Collected data:
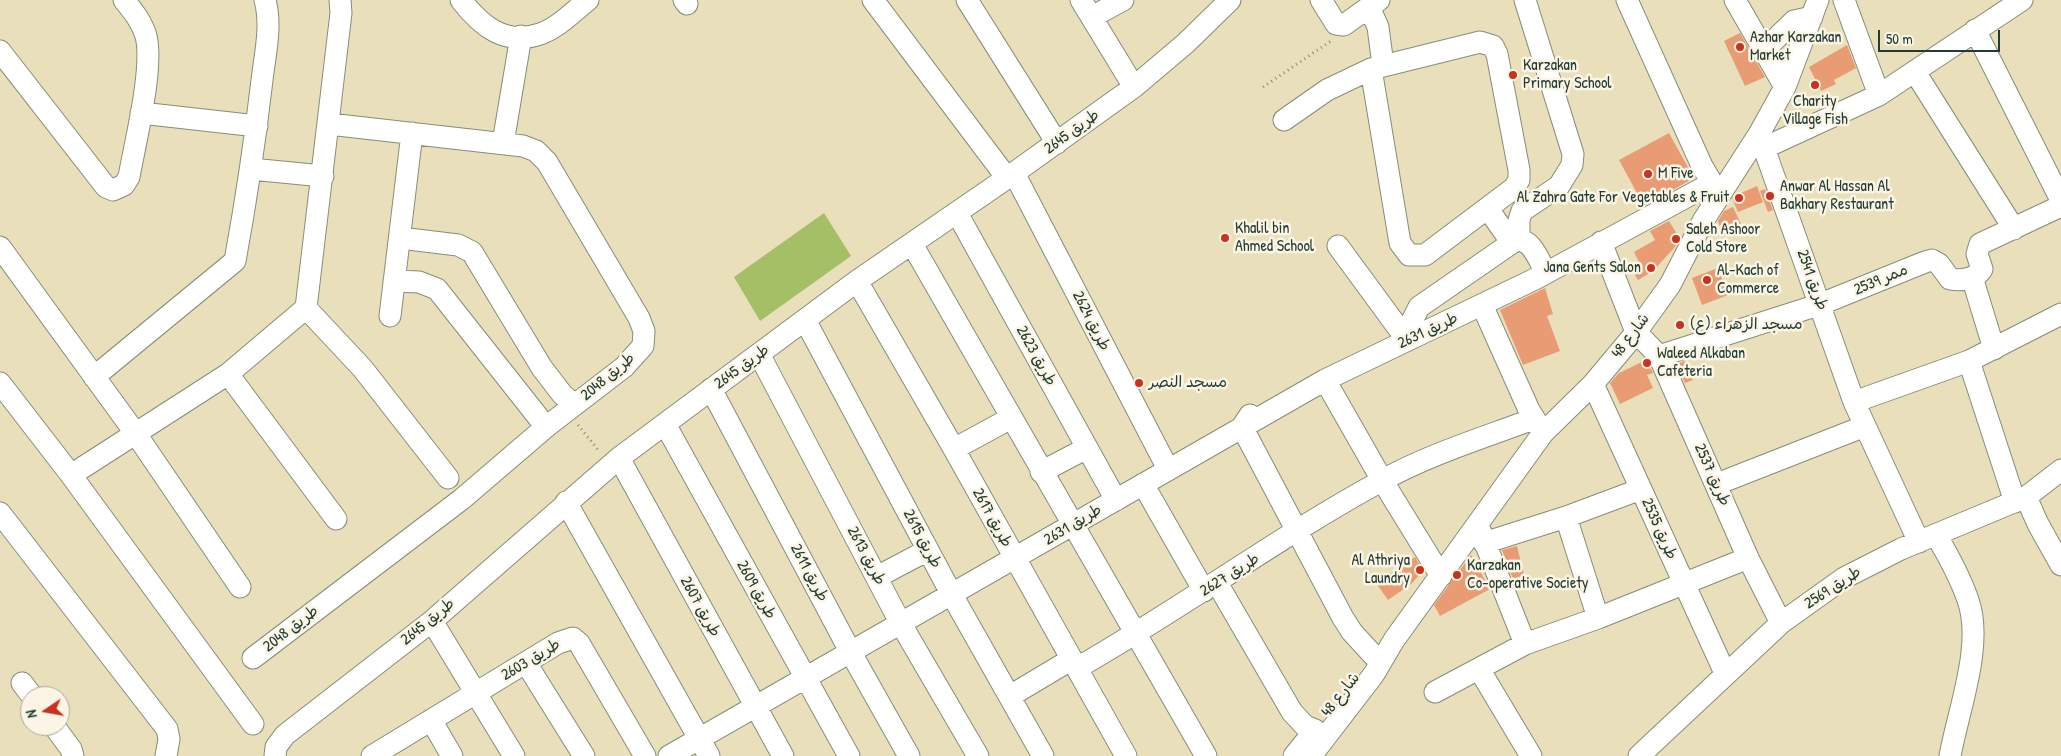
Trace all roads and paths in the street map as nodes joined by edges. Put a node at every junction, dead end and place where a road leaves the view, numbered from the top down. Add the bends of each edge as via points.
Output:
1 (124, 0) edge
2 (265, 0) edge
3 (340, 0) edge
4 (461, 0) edge
5 (588, 0) edge
6 (873, 0) edge
7 (967, 0) edge
8 (1123, 0) edge
9 (1230, 0) edge
10 (1321, 0) edge
11 (1526, 0) edge
12 (1627, 0) edge
13 (1735, 0) edge
14 (1844, 0) edge
15 (2022, 0) edge
16 (1374, 3) edge
17 (1086, 9) edge
18 (1815, 9) edge
19 (1344, 26) junction
20 (1975, 30) junction
21 (521, 36) junction
22 (0, 51) edge
23 (1763, 51) junction
24 (1377, 67) junction
25 (1915, 72) junction
26 (1263, 86) dead end
27 (1785, 87) junction
28 (1134, 88) junction
29 (1879, 95) junction
30 (141, 114) junction
31 (1284, 120) dead end
32 (329, 124) junction
33 (257, 126) junction
34 (412, 133) junction
35 (1761, 141) junction
36 (503, 143) junction
37 (1057, 143) junction
38 (251, 169) junction
39 (1011, 175) junction
40 (323, 176) junction
41 (1717, 187) junction
42 (2061, 200) edge
43 (2061, 206) edge
44 (1488, 208) junction
45 (957, 213) junction
46 (2014, 229) junction
47 (400, 238) junction
48 (1515, 241) junction
49 (1601, 242) junction
50 (912, 244) junction
51 (1338, 246) dead end
52 (0, 247) edge
53 (1546, 273) junction
54 (1972, 277) junction
55 (394, 281) junction
56 (857, 281) junction
57 (1821, 304) junction
58 (1482, 305) junction
59 (306, 308) junction
60 (2061, 314) edge
61 (390, 316) dead end
62 (805, 320) junction
63 (1636, 332) junction
64 (1405, 341) junction
65 (1994, 349) junction
66 (759, 354) junction
67 (1659, 356) junction
68 (1969, 361) junction
69 (228, 374) junction
70 (94, 376) junction
71 (1325, 380) junction
72 (0, 383) edge
73 (1593, 384) junction
74 (711, 390) junction
75 (1854, 402) junction
76 (570, 408) junction
77 (1011, 418) junction
78 (665, 424) junction
79 (1538, 426) junction
80 (1865, 426) junction
81 (546, 427) junction
82 (1242, 427) junction
83 (136, 434) junction
84 (1087, 448) junction
85 (954, 449) junction
86 (614, 461) junction
87 (1168, 469) junction
88 (2061, 470) edge
89 (1042, 472) junction
90 (71, 475) junction
91 (448, 478) dead end
92 (1382, 480) junction
93 (1143, 484) junction
94 (1717, 484) junction
95 (1641, 489) junction
96 (1116, 500) junction
97 (2021, 500) junction
98 (566, 502) junction
99 (0, 513) edge
100 (1566, 517) junction
101 (336, 519) dead end
102 (1072, 526) junction
103 (1298, 532) junction
104 (1481, 534) junction
105 (1927, 538) junction
106 (928, 550) junction
107 (2059, 557) edge
108 (1748, 558) junction
109 (1015, 559) junction
110 (1441, 576) junction
111 (877, 577) junction
112 (1684, 584) junction
113 (1211, 587) junction
114 (240, 588) dead end
115 (952, 595) junction
116 (1598, 618) junction
117 (432, 621) junction
118 (1781, 623) junction
119 (901, 624) junction
120 (1135, 635) junction
121 (1394, 640) junction
122 (1525, 644) junction
123 (851, 652) junction
124 (1374, 656) junction
125 (253, 658) dead end
126 (526, 663) junction
127 (1074, 663) junction
128 (1479, 669) junction
129 (1725, 674) junction
130 (805, 679) junction
131 (1435, 692) dead end
132 (475, 693) junction
133 (1010, 696) junction
134 (754, 706) junction
135 (431, 720) junction
136 (254, 724) dead end
137 (1314, 730) junction
138 (61, 736) edge
139 (704, 747) edge
140 (380, 754) edge
141 (73, 756) edge
142 (166, 756) edge
143 (275, 756) edge
144 (452, 756) edge
145 (514, 756) edge
146 (584, 756) edge
147 (645, 756) edge
148 (669, 756) edge
149 (783, 756) edge
150 (849, 756) edge
151 (909, 756) edge
152 (978, 756) edge
153 (1043, 756) edge
154 (1126, 756) edge
155 (1206, 756) edge
156 (1294, 756) edge
157 (1311, 756) edge
158 (1531, 756) edge
159 (1639, 756) edge
160 (1950, 756) edge

1 - 30 street via 146,36 148,52
2 - 33 street via 268,29
3 - 32 street
4 - 21 street via 476,20 489,30
5 - 21 street via 552,28 540,34
6 - 39 street, طريق 2624
7 - 37 street
8 - 17 street
9 - 28 street, طريق 2645
10 - 19 street via 1336,24
11 - 48 street via 1573,154 1572,165 1558,186 1522,211
12 - 41 street via 1702,166
13 - 23 street
14 - 29 street
15 - 20 street
16 - 19 street
16 - 24 street via 1378,27
17 - 28 street
18 - 23 street via 1794,21
18 - 27 street, شارع 48
19 - 26 path via 1330,42
20 - 25 street
20 - 42 street
21 - 36 street
22 - 30 street via 106,187 113,190 124,185 129,177
23 - 27 street
24 - 31 street via 1327,90
24 - 44 street via 1400,243 1405,252 1414,257 1425,255
24 - 44 street via 1480,42 1489,43 1496,50 1520,175 1514,188
25 - 29 street
25 - 46 street
27 - 35 street, شارع 48
28 - 37 street, طريق 2645
29 - 35 street
30 - 33 street
32 - 34 street, طريق 2048
32 - 40 street
33 - 38 street
34 - 36 street, طريق 2048
34 - 47 street
35 - 41 street, شارع 48
35 - 57 street, طريق 2541
36 - 76 street, طريق 2048 via 536,151 547,162 644,331 643,346 634,358
37 - 39 street, طريق 2645
38 - 40 street
38 - 70 street via 235,261
39 - 45 street, طريق 2645
39 - 87 street, طريق 2624
40 - 59 street
41 - 49 street, طريق 2631
41 - 63 street, شارع 48 via 1670,285
43 - 46 street
44 - 48 street
45 - 50 street, طريق 2645
45 - 84 street, طريق 2623
46 - 54 street via 1980,244 1977,254 1982,269
47 - 55 street
47 - 76 street via 458,245 472,252
48 - 53 street via 1528,243
48 - 64 street via 1419,307
49 - 53 street, طريق 2631
49 - 63 street
50 - 56 street, طريق 2645
50 - 77 street
51 - 64 street
52 - 70 street
53 - 58 street, طريق 2631
54 - 57 street, ممر 2539 via 1960,281 1950,279 1932,260
54 - 65 street
55 - 61 street
55 - 81 street via 419,282 437,289
56 - 62 street, طريق 2645
56 - 85 street, طريق 2617
57 - 67 street, ممر 2539
57 - 75 street, طريق 2541
58 - 64 street, طريق 2631
58 - 79 street
59 - 69 street
59 - 91 street via 363,369
60 - 65 street
62 - 66 street, طريق 2645
62 - 106 street, طريق 2615
63 - 67 street, طريق 2537
63 - 73 street, شارع 48
64 - 71 street, طريق 2631
64 - 82 street via 1340,356 1266,399
65 - 68 street
66 - 74 street, طريق 2645
66 - 111 street, طريق 2613
67 - 94 street, طريق 2537
68 - 75 street
68 - 97 street
69 - 83 street
69 - 101 street
70 - 83 street
71 - 82 street, طريق 2631
71 - 92 street
72 - 90 street
73 - 79 street, شارع 48
73 - 95 street, طريق 2535
74 - 78 street, طريق 2645
74 - 123 street, طريق 2611
75 - 80 street, طريق 2541
76 - 81 street, طريق 2048
76 - 86 path
77 - 85 street
77 - 89 street
78 - 86 street, طريق 2645
78 - 130 street, طريق 2609
79 - 92 street, طريق 2627 via 1428,458
79 - 104 street, شارع 48
80 - 94 street
80 - 105 street, طريق 2541
81 - 125 street, طريق 2048 via 462,499
82 - 87 street, طريق 2631
82 - 103 street
83 - 90 street
83 - 114 street
84 - 89 street
84 - 96 street, طريق 2623
85 - 109 street, طريق 2617
86 - 98 street, طريق 2645
86 - 134 street, طريق 2607
87 - 93 street, طريق 2631
88 - 97 street, طريق 2569
89 - 102 street
90 - 136 street
92 - 103 street, طريق 2627
92 - 110 street
93 - 96 street, طريق 2631
93 - 113 street
94 - 108 street, طريق 2537
95 - 100 street
95 - 112 street, طريق 2535
96 - 102 street, طريق 2631
97 - 105 street, طريق 2569
97 - 107 street
98 - 117 street, طريق 2645
98 - 139 street
99 - 142 street via 167,729
100 - 104 street
100 - 116 street
102 - 109 street, طريق 2631
102 - 120 street
103 - 113 street, طريق 2627
103 - 124 street via 1343,618
104 - 110 street, شارع 48
104 - 122 street
105 - 118 street, طريق 2569 via 1844,578
105 - 160 street, طريق 2541 via 1949,558 1969,602 1973,645
106 - 111 street
106 - 115 street, طريق 2615
108 - 112 street
108 - 118 street, طريق 2537
109 - 115 street, طريق 2631
109 - 127 street, طريق 2617
110 - 121 street, شارع 48
111 - 119 street, طريق 2613
112 - 116 street
112 - 129 street, طريق 2535
113 - 120 street, طريق 2627
113 - 137 street via 1292,712 1305,726
115 - 119 street, طريق 2631
115 - 133 street, طريق 2615
116 - 122 street
117 - 132 street
117 - 143 street, طريق 2645 via 284,735 276,747
118 - 129 street, طريق 2569
119 - 123 street, طريق 2631
119 - 152 street, طريق 2613
120 - 127 street, طريق 2627
120 - 155 street
121 - 124 street, شارع 48
121 - 157 street, شارع 48 via 1374,674
122 - 128 street
123 - 130 street, طريق 2631
123 - 151 street, طريق 2611
124 - 137 street, شارع 48
126 - 132 street, طريق 2603
126 - 146 street
126 - 147 street, طريق 2603 via 558,643 573,638 579,643
127 - 133 street, طريق 2627
127 - 154 street, طريق 2617
128 - 131 street
128 - 158 street
129 - 159 street, طريق 2569
130 - 134 street, طريق 2631
130 - 150 street, طريق 2609
132 - 135 street, طريق 2603
132 - 145 street
133 - 153 street, طريق 2615
134 - 139 street, طريق 2631
134 - 149 street, طريق 2607
135 - 140 street, طريق 2603
135 - 144 street
137 - 156 street, شارع 48
138 - 141 street
139 - 148 street, طريق 2631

INSTRUCTIONS FOR THE TASK: Only lines with the word "dead" are wanted; pull each of them from the records.

OUTPUT OF THE EXERCISE:
Trace all roads and paths in the street map as nodes joined by edges. Put a node at every junction, dead end and place where a road leaves the view, numbered from the top down. Add the bends of each edge as via points.
26 (1263, 86) dead end
31 (1284, 120) dead end
51 (1338, 246) dead end
61 (390, 316) dead end
91 (448, 478) dead end
101 (336, 519) dead end
114 (240, 588) dead end
125 (253, 658) dead end
131 (1435, 692) dead end
136 (254, 724) dead end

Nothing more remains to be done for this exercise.